_TASK PROMPT_
The data below holds a line containing "Left hand at" and a line containing "pinky pip: (1136, 677)"; please quote exactly those two lines and every line between them, and nothing else.

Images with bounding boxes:
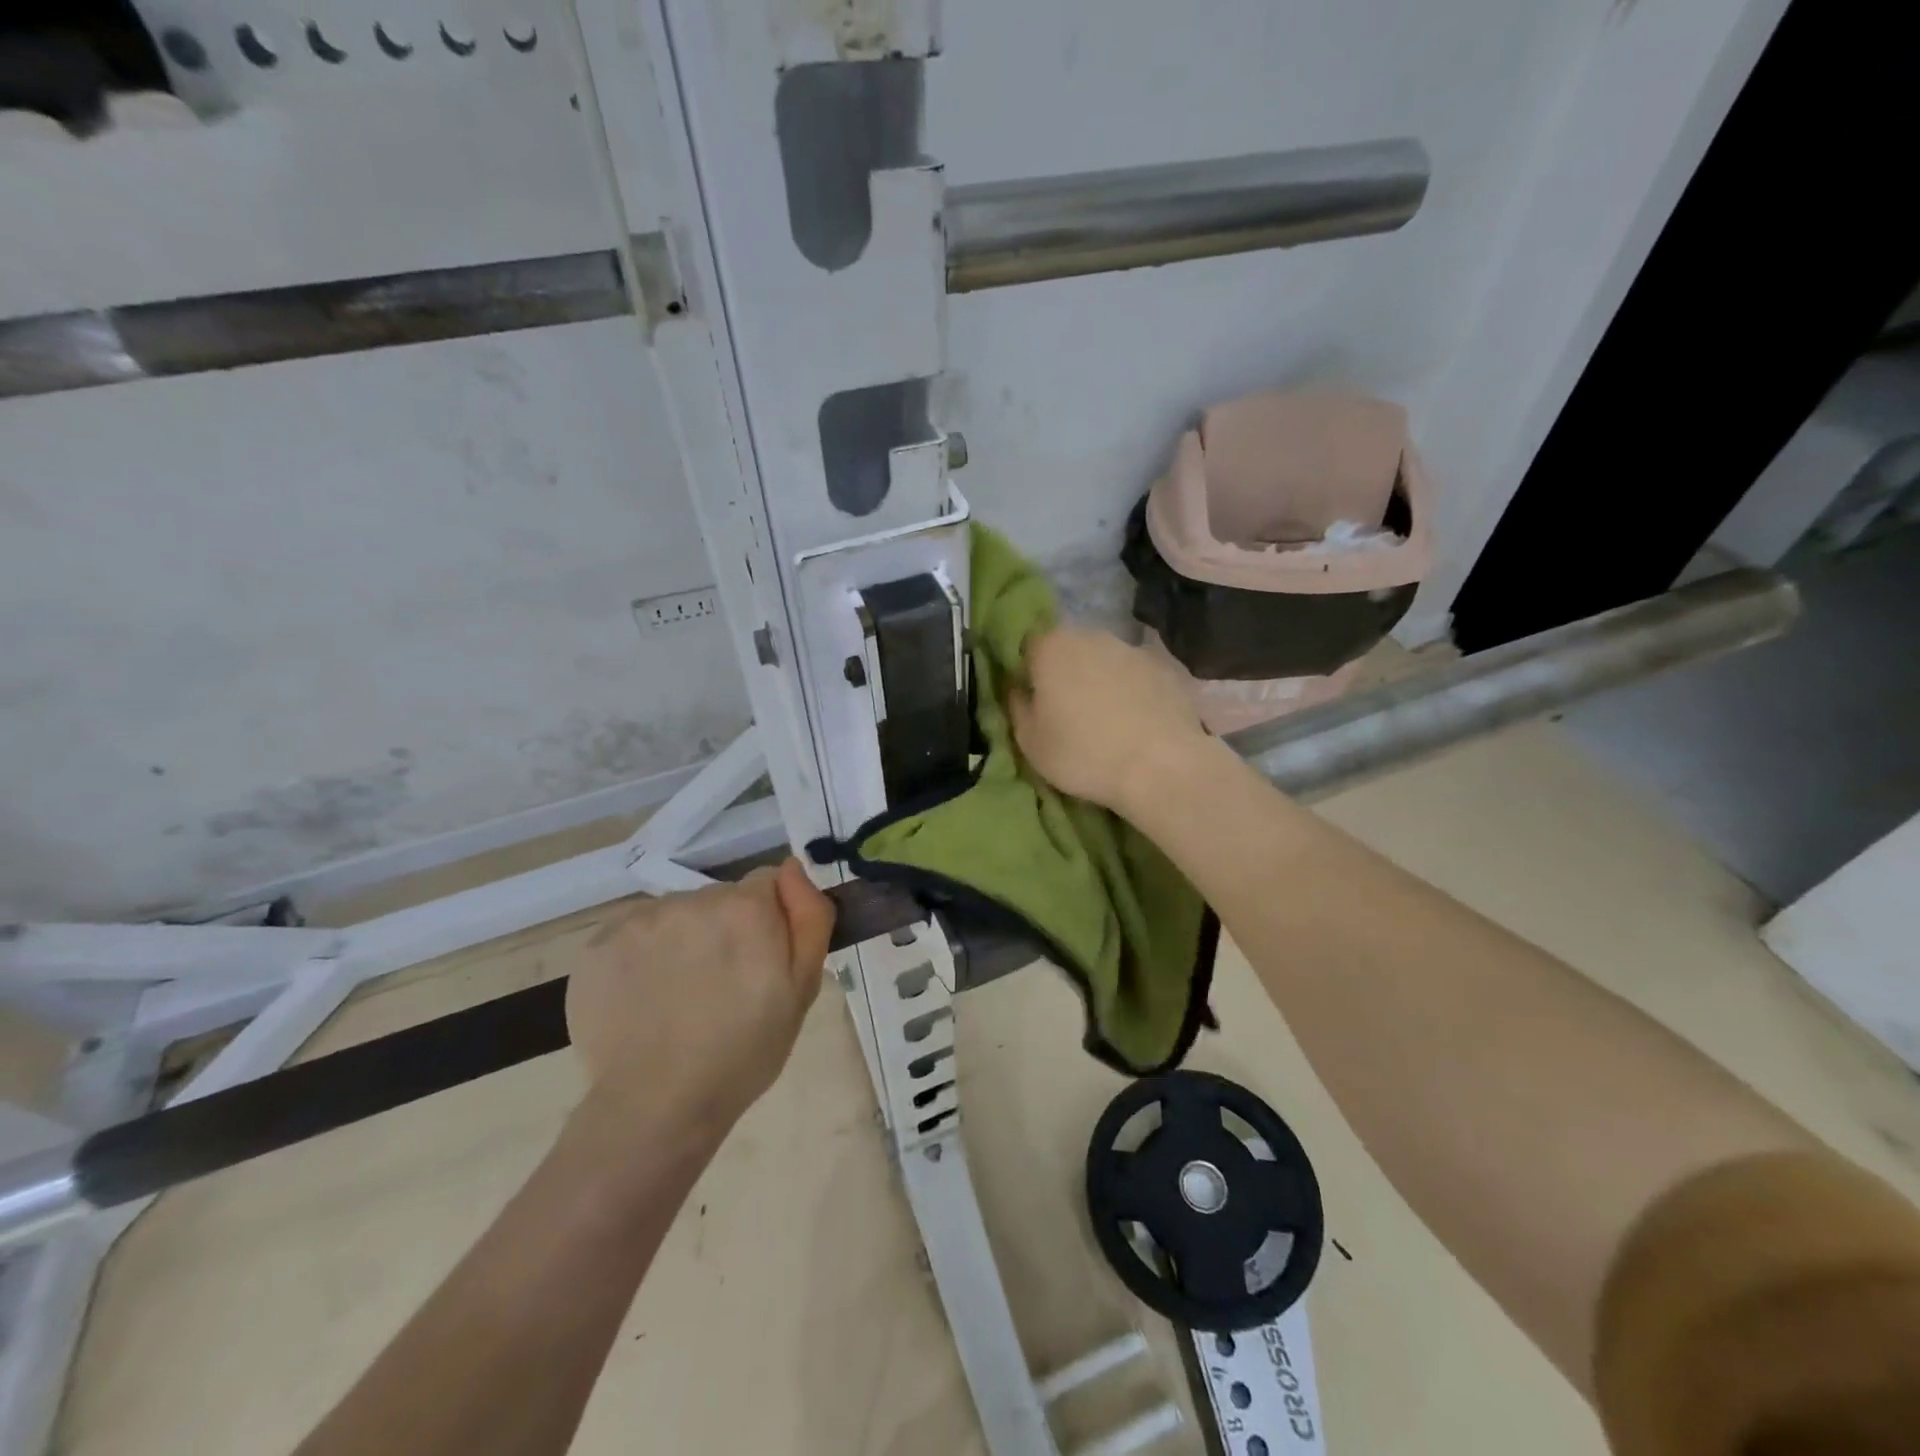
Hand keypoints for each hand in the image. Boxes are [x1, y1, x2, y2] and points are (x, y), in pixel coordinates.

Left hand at [566, 858, 834, 1133]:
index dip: (768, 920)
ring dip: (684, 940)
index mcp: (747, 908)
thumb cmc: (744, 1052)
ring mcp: (642, 920)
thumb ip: (809, 917)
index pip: (766, 883)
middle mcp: (694, 899)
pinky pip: (636, 932)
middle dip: (726, 929)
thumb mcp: (801, 989)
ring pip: (677, 914)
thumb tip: (794, 868)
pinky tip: (646, 996)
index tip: (761, 960)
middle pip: (720, 899)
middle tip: (723, 985)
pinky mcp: (600, 943)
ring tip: (680, 995)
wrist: (658, 1105)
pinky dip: (643, 955)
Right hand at [1009, 626, 1208, 815]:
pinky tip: (1136, 723)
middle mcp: (1092, 636)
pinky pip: (1136, 677)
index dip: (1027, 673)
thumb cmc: (1083, 754)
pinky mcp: (1166, 668)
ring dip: (1100, 682)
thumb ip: (1017, 708)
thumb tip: (1019, 690)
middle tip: (1067, 713)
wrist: (1161, 767)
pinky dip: (1132, 693)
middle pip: (1068, 650)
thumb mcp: (1030, 742)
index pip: (1027, 648)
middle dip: (1065, 674)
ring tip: (1105, 721)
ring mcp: (1133, 649)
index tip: (1032, 701)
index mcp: (1051, 647)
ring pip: (1104, 662)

_SOLUTION_
Left hand at [566, 858, 834, 1133]:
index dip: (768, 920)
ring dip: (684, 940)
index mcp: (747, 908)
thumb cmc: (744, 1052)
ring mcp: (642, 920)
thumb ip: (809, 917)
index pip: (766, 883)
middle mcp: (694, 899)
pinky pip: (636, 932)
middle dip: (726, 929)
thumb mcp: (801, 989)
ring pip: (677, 914)
thumb tip: (794, 868)
pinky tip: (646, 996)
index tip: (761, 960)
middle pip: (720, 899)
middle tip: (723, 985)
pinky mcp: (600, 943)
ring tip: (680, 995)
wrist: (658, 1105)
pinky dip: (643, 955)
Right hand at [1009, 626, 1208, 815]:
pinky tip: (1136, 723)
middle mcp: (1092, 636)
pinky pip: (1136, 677)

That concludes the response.